Are there any recent filmmakers that interest you?
CH: Yes, but very few. The only American is David Lynch. I’ll tell you my personal favorite film of the last—I don’t know, it may have been made more than twenty years ago now—time goes so quickly. My favorite big commercial movie of the last twenty or twenty-five years is Blade Runner. I really love it and I’m so disappointed in the director. I don’t think he has any high ambitions, it’s not that, but he certainly hasn’t made anything close to Blade Runner since it was made… One whose work I hate, a lot of young people think he’s really cool. I can’t remember his name. I can never remember the names of people I don’t like.
What did he do?
Oh, Paul Thomas Anderson. I don’t like him either.
CH: I think his work is pretentious.
What do you think about the state of the horror film today? Is there even a future for horror?
CH: [laughs] Well, it all depends on the evolution of special effects. [laughs] I don’t think we’re going to get over that anytime soon. I just wish they were put to better use. I like character-driven horror and that’s very old fashioned. I think the only slightly interesting thing in the horror genre, and I’ve just read about them, are these Japanese horror films that are being remade in America. I thought The Ring was interesting, but I have a feeling I’d like the Japanese version a lot better. I always like Japanese horror films. I remember them from years ago. I used to go to the Japanese theater downtown. There were no subtitles or anything but they were always wonderful. The Japanese have a real wonderful sense of horror.

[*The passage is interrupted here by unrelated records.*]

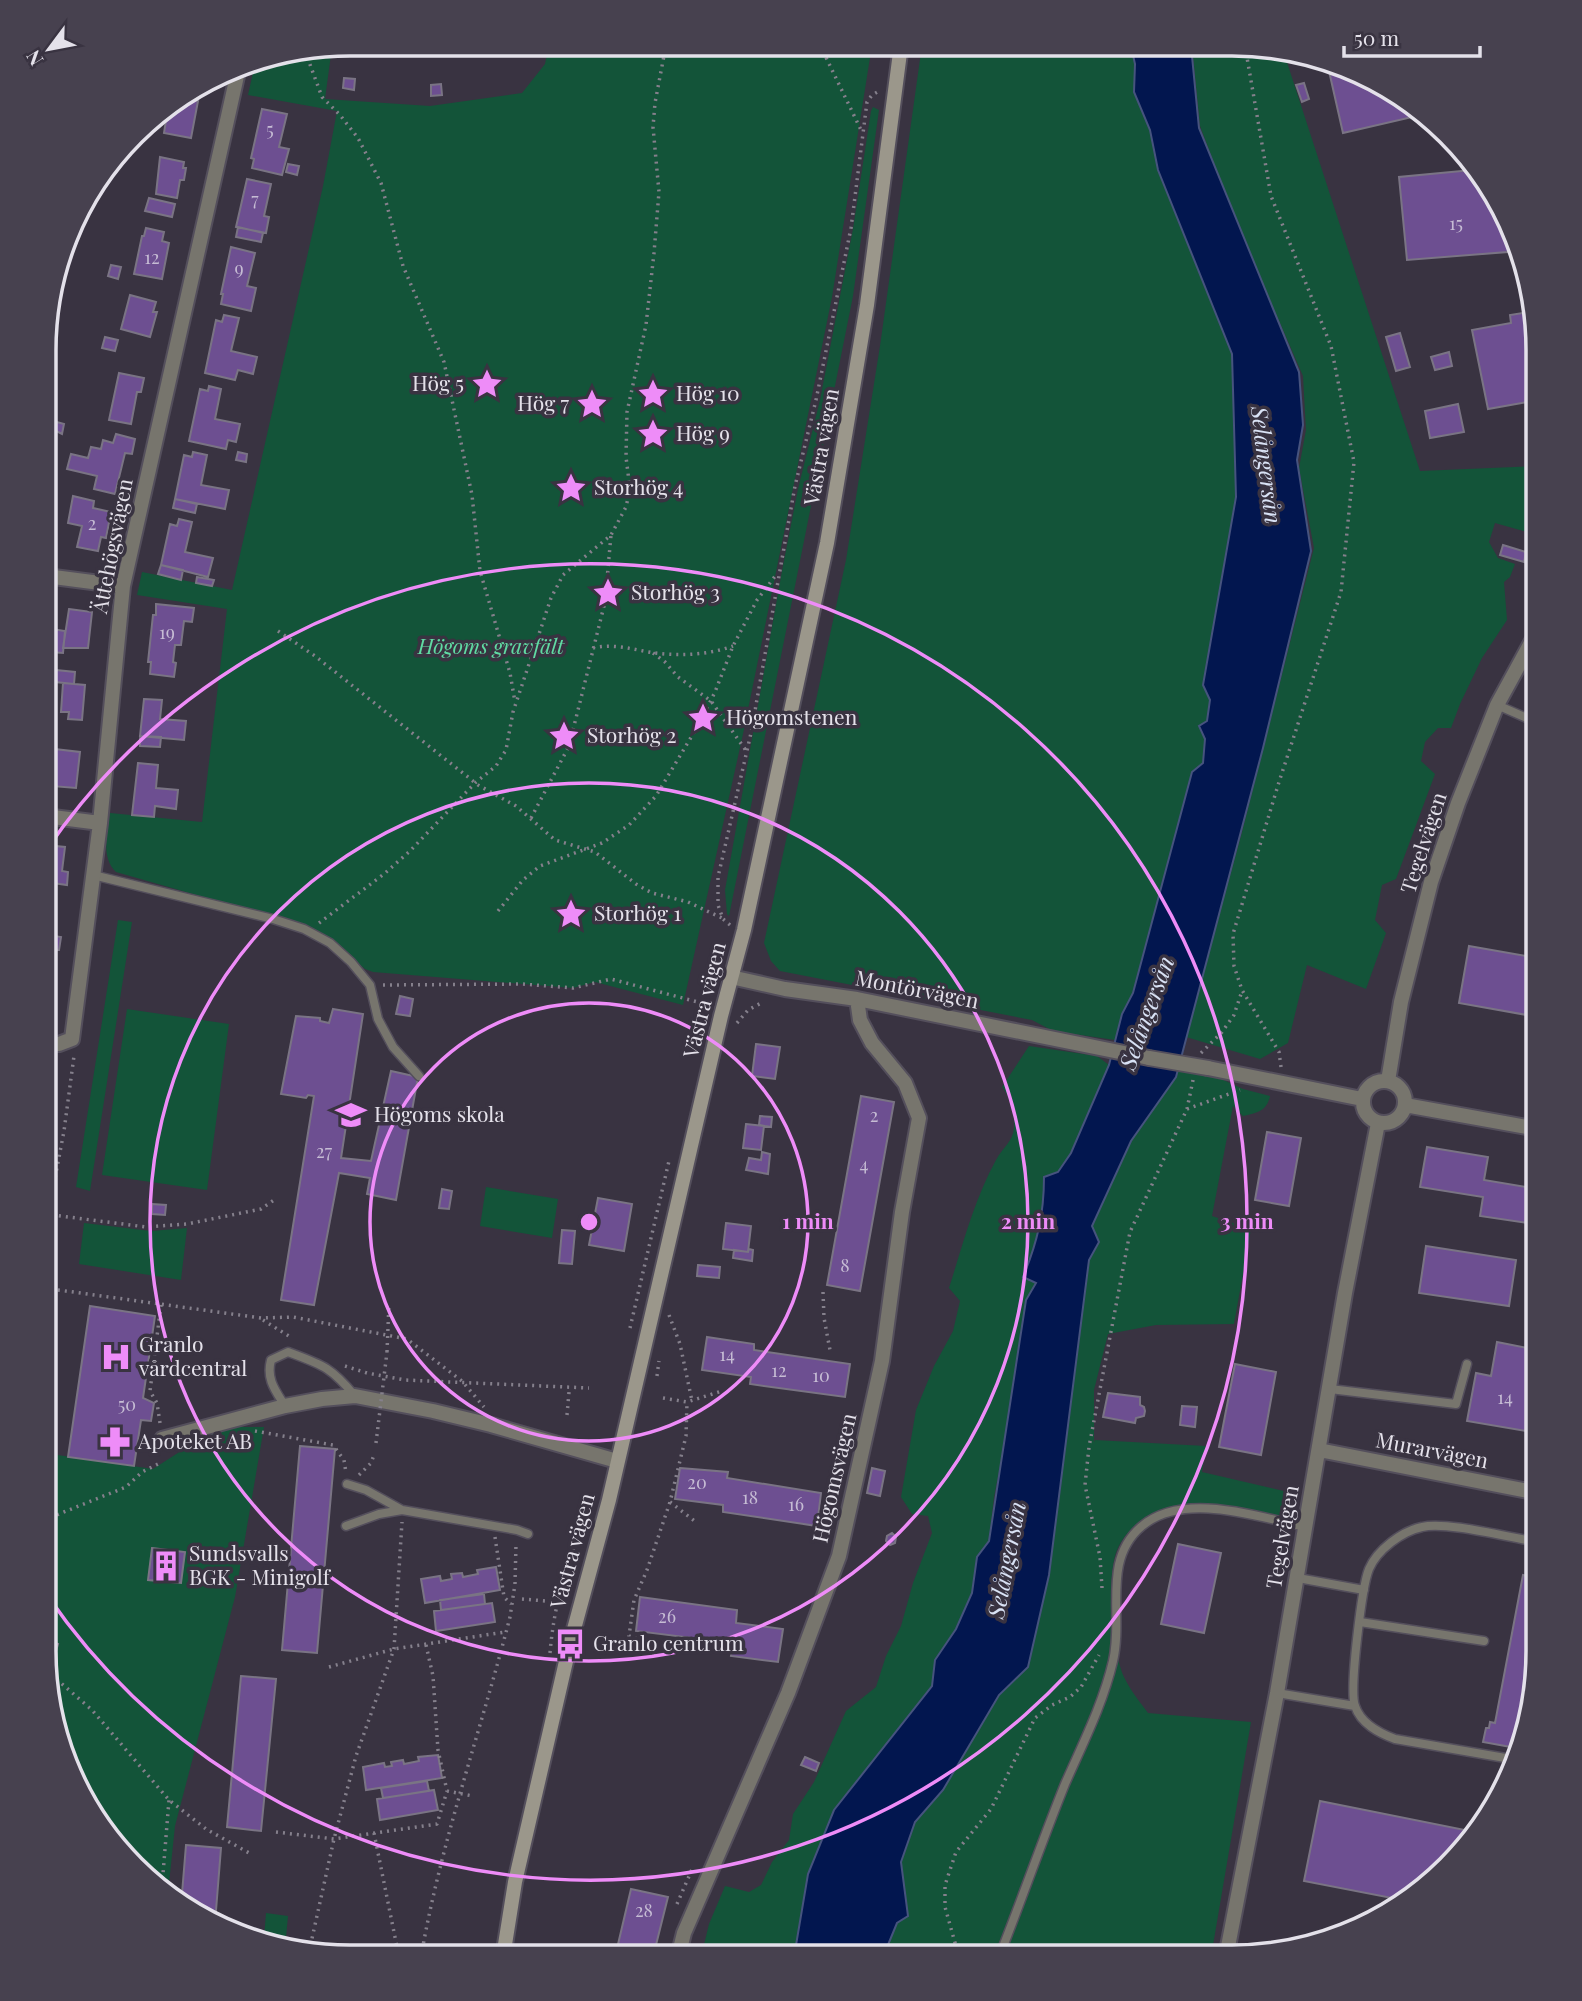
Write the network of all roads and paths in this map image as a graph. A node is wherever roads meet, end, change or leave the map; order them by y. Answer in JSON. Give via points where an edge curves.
{"nodes":[{"id":1,"x":664,"y":56,"type":"edge"},
{"id":2,"x":825,"y":56,"type":"edge"},
{"id":3,"x":900,"y":56,"type":"edge"},
{"id":4,"x":1247,"y":57,"type":"edge"},
{"id":5,"x":308,"y":60,"type":"edge"},
{"id":6,"x":236,"y":78,"type":"edge"},
{"id":7,"x":884,"y":88,"type":"dead end"},
{"id":8,"x":863,"y":134,"type":"junction"},
{"id":9,"x":611,"y":535,"type":"junction"},
{"id":10,"x":778,"y":572,"type":"junction"},
{"id":11,"x":56,"y":577,"type":"edge"},
{"id":12,"x":123,"y":586,"type":"junction"},
{"id":13,"x":278,"y":631,"type":"dead end"},
{"id":14,"x":733,"y":646,"type":"junction"},
{"id":15,"x":593,"y":648,"type":"junction"},
{"id":16,"x":1526,"y":652,"type":"edge"},
{"id":17,"x":652,"y":653,"type":"junction"},
{"id":18,"x":711,"y":701,"type":"junction"},
{"id":19,"x":516,"y":704,"type":"junction"},
{"id":20,"x":1497,"y":705,"type":"junction"},
{"id":21,"x":1526,"y":718,"type":"edge"},
{"id":22,"x":747,"y":752,"type":"junction"},
{"id":23,"x":475,"y":783,"type":"junction"},
{"id":24,"x":56,"y":817,"type":"edge"},
{"id":25,"x":531,"y":818,"type":"junction"},
{"id":26,"x":100,"y":823,"type":"junction"},
{"id":27,"x":584,"y":850,"type":"junction"},
{"id":28,"x":93,"y":874,"type":"junction"},
{"id":29,"x":498,"y":911,"type":"dead end"},
{"id":30,"x":723,"y":919,"type":"junction"},
{"id":31,"x":731,"y":927,"type":"dead end"},
{"id":32,"x":307,"y":931,"type":"junction"},
{"id":33,"x":731,"y":977,"type":"junction"},
{"id":34,"x":370,"y":985,"type":"junction"},
{"id":35,"x":1242,"y":990,"type":"junction"},
{"id":36,"x":857,"y":999,"type":"junction"},
{"id":37,"x":767,"y":1001,"type":"dead end"},
{"id":38,"x":706,"y":1017,"type":"dead end"},
{"id":39,"x":735,"y":1032,"type":"dead end"},
{"id":40,"x":72,"y":1039,"type":"junction"},
{"id":41,"x":56,"y":1044,"type":"edge"},
{"id":42,"x":1198,"y":1055,"type":"dead end"},
{"id":43,"x":1281,"y":1061,"type":"dead end"},
{"id":44,"x":1202,"y":1068,"type":"junction"},
{"id":45,"x":419,"y":1076,"type":"dead end"},
{"id":46,"x":1251,"y":1076,"type":"junction"},
{"id":47,"x":1388,"y":1081,"type":"junction"},
{"id":48,"x":1362,"y":1099,"type":"junction"},
{"id":49,"x":1405,"y":1105,"type":"junction"},
{"id":50,"x":1187,"y":1109,"type":"junction"},
{"id":51,"x":1378,"y":1123,"type":"junction"},
{"id":52,"x":1526,"y":1127,"type":"edge"},
{"id":53,"x":671,"y":1153,"type":"dead end"},
{"id":54,"x":56,"y":1160,"type":"edge"},
{"id":55,"x":274,"y":1200,"type":"dead end"},
{"id":56,"x":56,"y":1216,"type":"edge"},
{"id":57,"x":56,"y":1290,"type":"edge"},
{"id":58,"x":823,"y":1292,"type":"dead end"},
{"id":59,"x":389,"y":1303,"type":"dead end"},
{"id":60,"x":161,"y":1305,"type":"junction"},
{"id":61,"x":261,"y":1318,"type":"junction"},
{"id":62,"x":665,"y":1323,"type":"dead end"},
{"id":63,"x":388,"y":1334,"type":"junction"},
{"id":64,"x":629,"y":1335,"type":"dead end"},
{"id":65,"x":296,"y":1341,"type":"dead end"},
{"id":66,"x":661,"y":1349,"type":"dead end"},
{"id":67,"x":830,"y":1350,"type":"dead end"},
{"id":68,"x":337,"y":1363,"type":"dead end"},
{"id":69,"x":1468,"y":1364,"type":"dead end"},
{"id":70,"x":657,"y":1376,"type":"dead end"},
{"id":71,"x":462,"y":1381,"type":"junction"},
{"id":72,"x":589,"y":1388,"type":"dead end"},
{"id":73,"x":1330,"y":1388,"type":"junction"},
{"id":74,"x":722,"y":1391,"type":"dead end"},
{"id":75,"x":569,"y":1392,"type":"dead end"},
{"id":76,"x":355,"y":1396,"type":"junction"},
{"id":77,"x":663,"y":1398,"type":"dead end"},
{"id":78,"x":690,"y":1401,"type":"junction"},
{"id":79,"x":285,"y":1406,"type":"junction"},
{"id":80,"x":566,"y":1415,"type":"dead end"},
{"id":81,"x":491,"y":1425,"type":"junction"},
{"id":82,"x":251,"y":1430,"type":"dead end"},
{"id":83,"x":162,"y":1439,"type":"joint"},
{"id":84,"x":376,"y":1443,"type":"dead end"},
{"id":85,"x":1319,"y":1450,"type":"junction"},
{"id":86,"x":374,"y":1455,"type":"dead end"},
{"id":87,"x":617,"y":1461,"type":"junction"},
{"id":88,"x":158,"y":1464,"type":"dead end"},
{"id":89,"x":347,"y":1484,"type":"junction"},
{"id":90,"x":1526,"y":1491,"type":"edge"},
{"id":91,"x":670,"y":1502,"type":"junction"},
{"id":92,"x":402,"y":1510,"type":"junction"},
{"id":93,"x":56,"y":1515,"type":"edge"},
{"id":94,"x":587,"y":1517,"type":"dead end"},
{"id":95,"x":696,"y":1522,"type":"dead end"},
{"id":96,"x":346,"y":1526,"type":"dead end"},
{"id":97,"x":1306,"y":1527,"type":"junction"},
{"id":98,"x":494,"y":1528,"type":"junction"},
{"id":99,"x":517,"y":1530,"type":"junction"},
{"id":100,"x":528,"y":1534,"type":"dead end"},
{"id":101,"x":1526,"y":1540,"type":"edge"},
{"id":102,"x":1298,"y":1578,"type":"junction"},
{"id":103,"x":1364,"y":1590,"type":"junction"},
{"id":104,"x":1103,"y":1597,"type":"dead end"},
{"id":105,"x":522,"y":1599,"type":"dead end"},
{"id":106,"x":557,"y":1602,"type":"junction"},
{"id":107,"x":512,"y":1604,"type":"junction"},
{"id":108,"x":1360,"y":1622,"type":"junction"},
{"id":109,"x":506,"y":1632,"type":"junction"},
{"id":110,"x":1484,"y":1641,"type":"dead end"},
{"id":111,"x":426,"y":1645,"type":"junction"},
{"id":112,"x":394,"y":1649,"type":"junction"},
{"id":113,"x":1100,"y":1654,"type":"dead end"},
{"id":114,"x":654,"y":1657,"type":"dead end"},
{"id":115,"x":549,"y":1662,"type":"dead end"},
{"id":116,"x":329,"y":1667,"type":"dead end"},
{"id":117,"x":58,"y":1681,"type":"edge"},
{"id":118,"x":1277,"y":1693,"type":"junction"},
{"id":119,"x":1354,"y":1706,"type":"junction"},
{"id":120,"x":1506,"y":1758,"type":"edge"},
{"id":121,"x":447,"y":1791,"type":"junction"},
{"id":122,"x":460,"y":1794,"type":"junction"},
{"id":123,"x":473,"y":1796,"type":"dead end"},
{"id":124,"x":169,"y":1800,"type":"junction"},
{"id":125,"x":275,"y":1832,"type":"dead end"},
{"id":126,"x":374,"y":1832,"type":"junction"},
{"id":127,"x":334,"y":1839,"type":"junction"},
{"id":128,"x":251,"y":1854,"type":"dead end"},
{"id":129,"x":163,"y":1877,"type":"edge"},
{"id":130,"x":311,"y":1942,"type":"edge"},
{"id":131,"x":397,"y":1945,"type":"edge"},
{"id":132,"x":423,"y":1945,"type":"edge"},
{"id":133,"x":505,"y":1945,"type":"edge"},
{"id":134,"x":681,"y":1945,"type":"edge"},
{"id":135,"x":956,"y":1945,"type":"edge"},
{"id":136,"x":1004,"y":1945,"type":"edge"},
{"id":137,"x":1228,"y":1945,"type":"edge"}],
"edges":[{"from":1,"to":9,"type":"path","via":[[653,127],[659,192],[654,253],[646,325],[627,412],[629,489],[626,507]]},
{"from":2,"to":8,"type":"path"},
{"from":3,"to":33,"type":"street","name":"Västra vägen","via":[[867,305],[827,543]]},
{"from":4,"to":35,"type":"path","via":[[1271,196],[1331,346],[1354,462],[1341,592],[1233,934],[1234,966]]},
{"from":5,"to":19,"type":"path","via":[[322,97],[358,138],[381,183],[403,266],[444,362],[472,495],[480,572]]},
{"from":6,"to":12,"type":"street","name":"Ättehögsvägen"},
{"from":7,"to":8,"type":"path","via":[[867,102]]},
{"from":8,"to":10,"type":"path","via":[[850,228]]},
{"from":9,"to":15,"type":"path","via":[[605,601]]},
{"from":9,"to":19,"type":"path","via":[[563,575]]},
{"from":10,"to":14,"type":"path"},
{"from":10,"to":22,"type":"path"},
{"from":11,"to":12,"type":"street"},
{"from":12,"to":26,"type":"street","name":"Ättehögsvägen"},
{"from":13,"to":23,"type":"path"},
{"from":14,"to":17,"type":"path","via":[[706,654]]},
{"from":14,"to":18,"type":"path"},
{"from":15,"to":17,"type":"path","via":[[617,646]]},
{"from":15,"to":25,"type":"path","via":[[569,746]]},
{"from":16,"to":20,"type":"street","name":"Tegelvägen"},
{"from":17,"to":18,"type":"path"},
{"from":18,"to":22,"type":"path"},
{"from":18,"to":27,"type":"path","via":[[656,796],[629,825]]},
{"from":19,"to":23,"type":"path","via":[[503,755]]},
{"from":20,"to":21,"type":"lane"},
{"from":20,"to":47,"type":"street","name":"Tegelvägen","via":[[1432,882],[1401,1002]]},
{"from":22,"to":30,"type":"path","via":[[718,877]]},
{"from":23,"to":25,"type":"path"},
{"from":23,"to":32,"type":"path","via":[[393,866]]},
{"from":24,"to":26,"type":"street"},
{"from":25,"to":27,"type":"path","via":[[555,840]]},
{"from":26,"to":28,"type":"street","name":"Ättehögsvägen"},
{"from":27,"to":29,"type":"path","via":[[540,866]]},
{"from":27,"to":30,"type":"path","via":[[605,858],[652,893],[688,902]]},
{"from":28,"to":32,"type":"lane"},
{"from":28,"to":40,"type":"street","name":"Ättehögsvägen"},
{"from":30,"to":31,"type":"path"},
{"from":32,"to":34,"type":"lane","via":[[330,943]]},
{"from":33,"to":36,"type":"street","name":"Montörvägen"},
{"from":33,"to":87,"type":"street","name":"Västra vägen"},
{"from":34,"to":38,"type":"path","via":[[573,988],[611,979],[709,1005]]},
{"from":34,"to":45,"type":"lane","via":[[378,1019],[393,1047]]},
{"from":35,"to":42,"type":"path","via":[[1234,1015]]},
{"from":35,"to":43,"type":"path"},
{"from":36,"to":44,"type":"street","name":"Montörvägen","bridge":true},
{"from":36,"to":134,"type":"street","name":"Högomsvägen","via":[[859,1020],[905,1083],[919,1118],[875,1395],[839,1556],[788,1693]]},
{"from":37,"to":39,"type":"path","via":[[748,1010]]},
{"from":40,"to":41,"type":"street"},
{"from":40,"to":54,"type":"path","via":[[74,1062]]},
{"from":44,"to":46,"type":"street"},
{"from":44,"to":50,"type":"path"},
{"from":46,"to":48,"type":"street"},
{"from":46,"to":50,"type":"path","via":[[1232,1095]]},
{"from":47,"to":48,"type":"street","via":[[1369,1086]]},
{"from":47,"to":49,"type":"street","via":[[1402,1090]]},
{"from":48,"to":51,"type":"street","via":[[1366,1114]]},
{"from":49,"to":51,"type":"street","via":[[1392,1122]]},
{"from":49,"to":52,"type":"street"},
{"from":50,"to":104,"type":"path","via":[[1130,1232],[1089,1447],[1085,1485]]},
{"from":51,"to":73,"type":"street","name":"Tegelvägen"},
{"from":53,"to":64,"type":"path"},
{"from":55,"to":56,"type":"path","via":[[261,1209],[187,1224],[146,1227]]},
{"from":57,"to":60,"type":"path"},
{"from":58,"to":67,"type":"path"},
{"from":59,"to":63,"type":"path"},
{"from":60,"to":61,"type":"path"},
{"from":60,"to":83,"type":"path","via":[[150,1391],[157,1403]]},
{"from":61,"to":63,"type":"path","via":[[293,1317]]},
{"from":61,"to":65,"type":"path"},
{"from":62,"to":78,"type":"path","via":[[667,1310],[680,1344]]},
{"from":63,"to":71,"type":"path","via":[[407,1339]]},
{"from":63,"to":84,"type":"path","bridge":true},
{"from":66,"to":70,"type":"path"},
{"from":68,"to":71,"type":"path","via":[[405,1380]]},
{"from":69,"to":73,"type":"lane","via":[[1456,1404]]},
{"from":71,"to":72,"type":"path"},
{"from":71,"to":81,"type":"path","via":[[488,1411]]},
{"from":73,"to":85,"type":"street","name":"Tegelvägen"},
{"from":74,"to":78,"type":"path"},
{"from":75,"to":80,"type":"path"},
{"from":76,"to":79,"type":"street"},
{"from":76,"to":79,"type":"lane","via":[[331,1370],[288,1352],[271,1360],[269,1370],[271,1384]]},
{"from":76,"to":81,"type":"street"},
{"from":77,"to":78,"type":"path"},
{"from":78,"to":91,"type":"path"},
{"from":79,"to":83,"type":"street"},
{"from":81,"to":87,"type":"street"},
{"from":82,"to":89,"type":"path","via":[[333,1445],[344,1460]]},
{"from":85,"to":90,"type":"street","name":"Murarvägen"},
{"from":85,"to":97,"type":"street","name":"Tegelvägen"},
{"from":86,"to":89,"type":"path"},
{"from":87,"to":133,"type":"street","name":"Västra vägen","via":[[551,1723]]},
{"from":88,"to":93,"type":"path","via":[[127,1487]]},
{"from":89,"to":92,"type":"lane"},
{"from":91,"to":95,"type":"path"},
{"from":91,"to":114,"type":"path","via":[[634,1600],[629,1636],[652,1644]]},
{"from":92,"to":96,"type":"lane"},
{"from":92,"to":98,"type":"lane"},
{"from":92,"to":112,"type":"path"},
{"from":94,"to":106,"type":"path","via":[[569,1556]]},
{"from":97,"to":102,"type":"street","name":"Tegelvägen"},
{"from":97,"to":136,"type":"lane","via":[[1220,1508],[1198,1508],[1160,1515],[1130,1537],[1117,1567],[1114,1660],[1100,1706]]},
{"from":98,"to":99,"type":"lane"},
{"from":98,"to":107,"type":"path","via":[[504,1597]]},
{"from":99,"to":100,"type":"lane"},
{"from":99,"to":107,"type":"path"},
{"from":101,"to":103,"type":"lane","via":[[1422,1527],[1404,1534],[1378,1556]]},
{"from":102,"to":103,"type":"lane"},
{"from":102,"to":118,"type":"street","name":"Tegelvägen"},
{"from":103,"to":108,"type":"lane"},
{"from":105,"to":106,"type":"path"},
{"from":106,"to":115,"type":"path"},
{"from":107,"to":109,"type":"path"},
{"from":108,"to":110,"type":"lane"},
{"from":108,"to":119,"type":"lane"},
{"from":109,"to":111,"type":"path"},
{"from":109,"to":122,"type":"path"},
{"from":111,"to":112,"type":"path"},
{"from":111,"to":121,"type":"path"},
{"from":112,"to":116,"type":"path"},
{"from":112,"to":127,"type":"path","via":[[356,1756]]},
{"from":113,"to":135,"type":"path","via":[[1081,1687],[1035,1718],[991,1809],[956,1852],[945,1885],[945,1907]]},
{"from":117,"to":124,"type":"path","via":[[92,1710]]},
{"from":118,"to":119,"type":"lane"},
{"from":118,"to":137,"type":"street","name":"Tegelvägen"},
{"from":119,"to":120,"type":"lane","via":[[1368,1725],[1395,1739]]},
{"from":121,"to":122,"type":"path"},
{"from":121,"to":126,"type":"path","via":[[437,1824]]},
{"from":122,"to":123,"type":"path"},
{"from":122,"to":132,"type":"path"},
{"from":124,"to":128,"type":"path","via":[[206,1829]]},
{"from":124,"to":129,"type":"path"},
{"from":125,"to":127,"type":"path"},
{"from":126,"to":127,"type":"path"},
{"from":126,"to":131,"type":"path"},
{"from":127,"to":130,"type":"path"}]}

I think it’s very hard for an individual filmmaker to get anything done. They’re all committee-made films. And most films are just animated demographics. The casting is all demographic and it’s nothing to do with the integrity of the film. I’m not interested in seeing films that are for built-in demographics. For example, films that have to have fourteen-year-olds who solve the world’s problems, you know? Spielberg was always doing that in his films; it’s always a kid who comes in with a computer. If I see that scene one more time I will puke. The worst director currently is Joel Schumacher. He’s the total pits.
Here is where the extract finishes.